J. Cameron Fraser
Reviewed by: James W. Scott
Missionary Baptism and Evangelical Unity, by J. Cameron Fraser. Wipf & Stock, 2021. Paperback, 126 pages, $17.00. Reviewed by OP member James W. Scott.
Many Presbyterian and Reformed Christians presume baptized infants to be regenerate, while many others presume them to be unregenerate. Cameron Fraser, who was raised in Scottish Presbyterianism and has spent most of his adult life as a Christian Reformed minister in Canada, examines the Presbyterian and Dutch Reformed traditions on both sides of this issue in this book. He adopts the latter view and develops its implications for church unity.
Fraser observes that his preferred view is much like that held by Baptists (especially Reformed Baptists). In a paedobaptist church, children typically are baptized as infants and profess their faith publicly as teenagers or young adults; in a credobaptist (believer’s baptism) church, children typically are dedicated as infants and profess their faith and are baptized as teenagers or young adults. The main difference, it seems, is when the water (and how much of it) is applied. That being so, Fraser recommends that, in the interest of evangelical unity, churches should offer parents of newborn children the choice of baptism, dedication (without water), or nothing, and then focus on bringing them to repentance and faith, to be expressed in due course by a public profession, accompanied by baptism for those who were not previously baptized.
Fraser’s concept of “missionary baptism” derives from the household baptisms in Acts. He considers it unclear whether there were any small children in the households that were baptized, and he cites scholars who find evidence of both infant baptism and infant dedication in the ancient church. Extending this pattern to families already in the church today, Fraser argues that churches should offer both infant baptism and infant dedication to parents.
In developing his thesis, Fraser relies heavily on various theologians and scholars, particularly William Cunningham and Joel Beeke, and presents both sides of issues fairly before reaching his own conclusions. His book is thought-provoking and shows that Reformed understanding of infant baptism has not been uniform.
Fraser quotes the writings of others extensively. A spot check of several block quotes reveals a few copying errors, though the meaning is rarely affected. However, word substitution in the concluding sentence of a long quotation of the present reviewer obscures the crucial point: in Acts, “heads of households believed [not were baptized] ‘with’ [i.e., accompanied by] whatever infants were in their families,” and then all in the household were baptized (49). Fraser quotes the original version of the article, which does contain the error, but he cites the corrected online version, assuming it to be the same as the original version.

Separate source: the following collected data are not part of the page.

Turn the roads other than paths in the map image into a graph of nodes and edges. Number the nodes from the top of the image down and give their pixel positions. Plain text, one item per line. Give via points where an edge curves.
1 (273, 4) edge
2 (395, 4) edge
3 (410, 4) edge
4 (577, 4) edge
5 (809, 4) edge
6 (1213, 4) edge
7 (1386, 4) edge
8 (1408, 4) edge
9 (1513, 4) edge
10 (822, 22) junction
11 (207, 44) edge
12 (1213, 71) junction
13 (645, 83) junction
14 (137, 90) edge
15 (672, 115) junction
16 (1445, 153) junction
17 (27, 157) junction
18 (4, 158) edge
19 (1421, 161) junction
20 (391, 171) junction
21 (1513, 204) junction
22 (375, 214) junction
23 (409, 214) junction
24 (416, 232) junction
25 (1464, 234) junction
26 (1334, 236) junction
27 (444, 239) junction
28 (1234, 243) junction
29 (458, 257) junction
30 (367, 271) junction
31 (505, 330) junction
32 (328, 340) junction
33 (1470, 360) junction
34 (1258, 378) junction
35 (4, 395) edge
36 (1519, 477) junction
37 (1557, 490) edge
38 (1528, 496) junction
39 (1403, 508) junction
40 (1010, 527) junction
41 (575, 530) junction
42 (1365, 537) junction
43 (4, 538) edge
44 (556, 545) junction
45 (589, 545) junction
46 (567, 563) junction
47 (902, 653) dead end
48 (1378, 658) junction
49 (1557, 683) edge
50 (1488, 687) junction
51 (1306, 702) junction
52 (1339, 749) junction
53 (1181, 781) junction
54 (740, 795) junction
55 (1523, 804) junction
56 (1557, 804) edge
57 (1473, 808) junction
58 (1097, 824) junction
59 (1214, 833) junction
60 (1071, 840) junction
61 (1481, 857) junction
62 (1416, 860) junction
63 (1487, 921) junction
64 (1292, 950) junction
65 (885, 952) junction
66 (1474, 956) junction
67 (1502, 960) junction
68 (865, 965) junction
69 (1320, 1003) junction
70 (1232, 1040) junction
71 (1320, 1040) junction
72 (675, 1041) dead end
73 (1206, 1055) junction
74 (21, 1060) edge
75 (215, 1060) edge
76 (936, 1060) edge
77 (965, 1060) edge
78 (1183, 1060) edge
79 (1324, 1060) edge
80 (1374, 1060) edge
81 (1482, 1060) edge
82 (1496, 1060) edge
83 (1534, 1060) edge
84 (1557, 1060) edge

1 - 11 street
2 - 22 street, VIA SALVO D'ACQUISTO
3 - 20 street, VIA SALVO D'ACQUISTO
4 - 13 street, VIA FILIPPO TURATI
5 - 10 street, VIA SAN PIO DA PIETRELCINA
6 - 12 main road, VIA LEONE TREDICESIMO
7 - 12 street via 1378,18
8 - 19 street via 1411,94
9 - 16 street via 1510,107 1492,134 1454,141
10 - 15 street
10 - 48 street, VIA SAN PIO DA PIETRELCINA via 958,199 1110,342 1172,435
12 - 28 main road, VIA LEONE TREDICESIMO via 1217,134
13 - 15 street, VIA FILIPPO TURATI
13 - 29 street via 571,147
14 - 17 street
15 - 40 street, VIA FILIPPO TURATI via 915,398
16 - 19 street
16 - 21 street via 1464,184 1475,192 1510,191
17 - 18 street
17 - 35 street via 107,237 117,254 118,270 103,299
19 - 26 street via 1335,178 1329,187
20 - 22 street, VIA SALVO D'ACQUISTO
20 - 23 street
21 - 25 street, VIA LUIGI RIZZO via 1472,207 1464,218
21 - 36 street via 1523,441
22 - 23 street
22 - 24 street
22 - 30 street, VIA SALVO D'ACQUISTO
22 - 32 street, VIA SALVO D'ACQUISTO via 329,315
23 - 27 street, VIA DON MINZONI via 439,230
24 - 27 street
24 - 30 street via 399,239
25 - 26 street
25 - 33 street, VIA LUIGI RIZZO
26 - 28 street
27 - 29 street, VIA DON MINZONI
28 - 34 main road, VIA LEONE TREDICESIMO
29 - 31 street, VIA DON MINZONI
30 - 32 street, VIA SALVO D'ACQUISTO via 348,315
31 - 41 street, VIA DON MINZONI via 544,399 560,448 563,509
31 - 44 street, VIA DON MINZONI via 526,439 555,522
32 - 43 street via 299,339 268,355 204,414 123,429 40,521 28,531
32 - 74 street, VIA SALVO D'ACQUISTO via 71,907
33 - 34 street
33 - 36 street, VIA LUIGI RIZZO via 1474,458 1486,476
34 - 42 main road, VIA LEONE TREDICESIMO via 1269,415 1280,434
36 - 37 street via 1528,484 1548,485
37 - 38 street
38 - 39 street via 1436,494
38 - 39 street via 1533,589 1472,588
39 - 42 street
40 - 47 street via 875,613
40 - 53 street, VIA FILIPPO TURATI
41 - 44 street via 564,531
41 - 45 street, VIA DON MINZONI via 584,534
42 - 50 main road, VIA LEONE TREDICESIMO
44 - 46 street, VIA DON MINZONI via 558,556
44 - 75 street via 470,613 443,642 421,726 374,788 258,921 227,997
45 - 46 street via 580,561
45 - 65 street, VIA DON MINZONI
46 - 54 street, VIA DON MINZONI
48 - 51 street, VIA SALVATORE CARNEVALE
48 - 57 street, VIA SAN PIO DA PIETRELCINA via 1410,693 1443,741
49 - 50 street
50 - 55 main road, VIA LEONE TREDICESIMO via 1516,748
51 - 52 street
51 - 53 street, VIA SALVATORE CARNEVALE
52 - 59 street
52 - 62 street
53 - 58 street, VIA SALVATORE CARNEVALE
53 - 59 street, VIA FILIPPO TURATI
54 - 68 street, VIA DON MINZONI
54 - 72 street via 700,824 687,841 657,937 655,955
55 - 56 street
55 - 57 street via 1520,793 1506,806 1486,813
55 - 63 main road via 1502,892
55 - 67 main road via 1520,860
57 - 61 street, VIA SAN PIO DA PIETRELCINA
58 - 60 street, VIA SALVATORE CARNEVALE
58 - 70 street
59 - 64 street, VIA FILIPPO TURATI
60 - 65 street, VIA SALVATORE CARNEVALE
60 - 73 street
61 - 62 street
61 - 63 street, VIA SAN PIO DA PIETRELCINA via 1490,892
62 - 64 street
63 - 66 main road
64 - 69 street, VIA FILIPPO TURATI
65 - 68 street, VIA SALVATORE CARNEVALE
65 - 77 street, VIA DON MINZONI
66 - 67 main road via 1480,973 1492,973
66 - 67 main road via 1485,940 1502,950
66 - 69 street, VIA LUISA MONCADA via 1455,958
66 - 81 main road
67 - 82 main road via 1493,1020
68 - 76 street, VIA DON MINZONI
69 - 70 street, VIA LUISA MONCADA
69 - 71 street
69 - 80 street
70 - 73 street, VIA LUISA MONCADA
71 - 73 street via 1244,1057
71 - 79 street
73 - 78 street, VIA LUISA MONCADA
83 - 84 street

The dual-baptism proposal faces several obstacles. First, if a church believes that there is a definite scriptural imperative to baptize infants (or not to), it cannot in good conscience offer an option. A dual-baptismal practice implies scriptural and thus divine indifference on the matter, which few Christians have ever been willing to accept. Second, if a child derives any spiritual benefit from baptism that does not come from dedication, then an alternative to baptism should not be offered. Third, if a paedobaptist church is going to fully accommodate the credobaptist model, it will have to remodel its worship facility to include a baptistry (for immersions) and a changing room. Fourth, what if someone baptized as an infant in a paedobaptist church later wants to be baptized as a believer—does that church abandon the principle that one should not be rebaptized? Should the church allow its holy sacraments to be consumer driven?
While greater evangelical unity is highly desirable, one must question whether churches offering options for baptism is the way forward.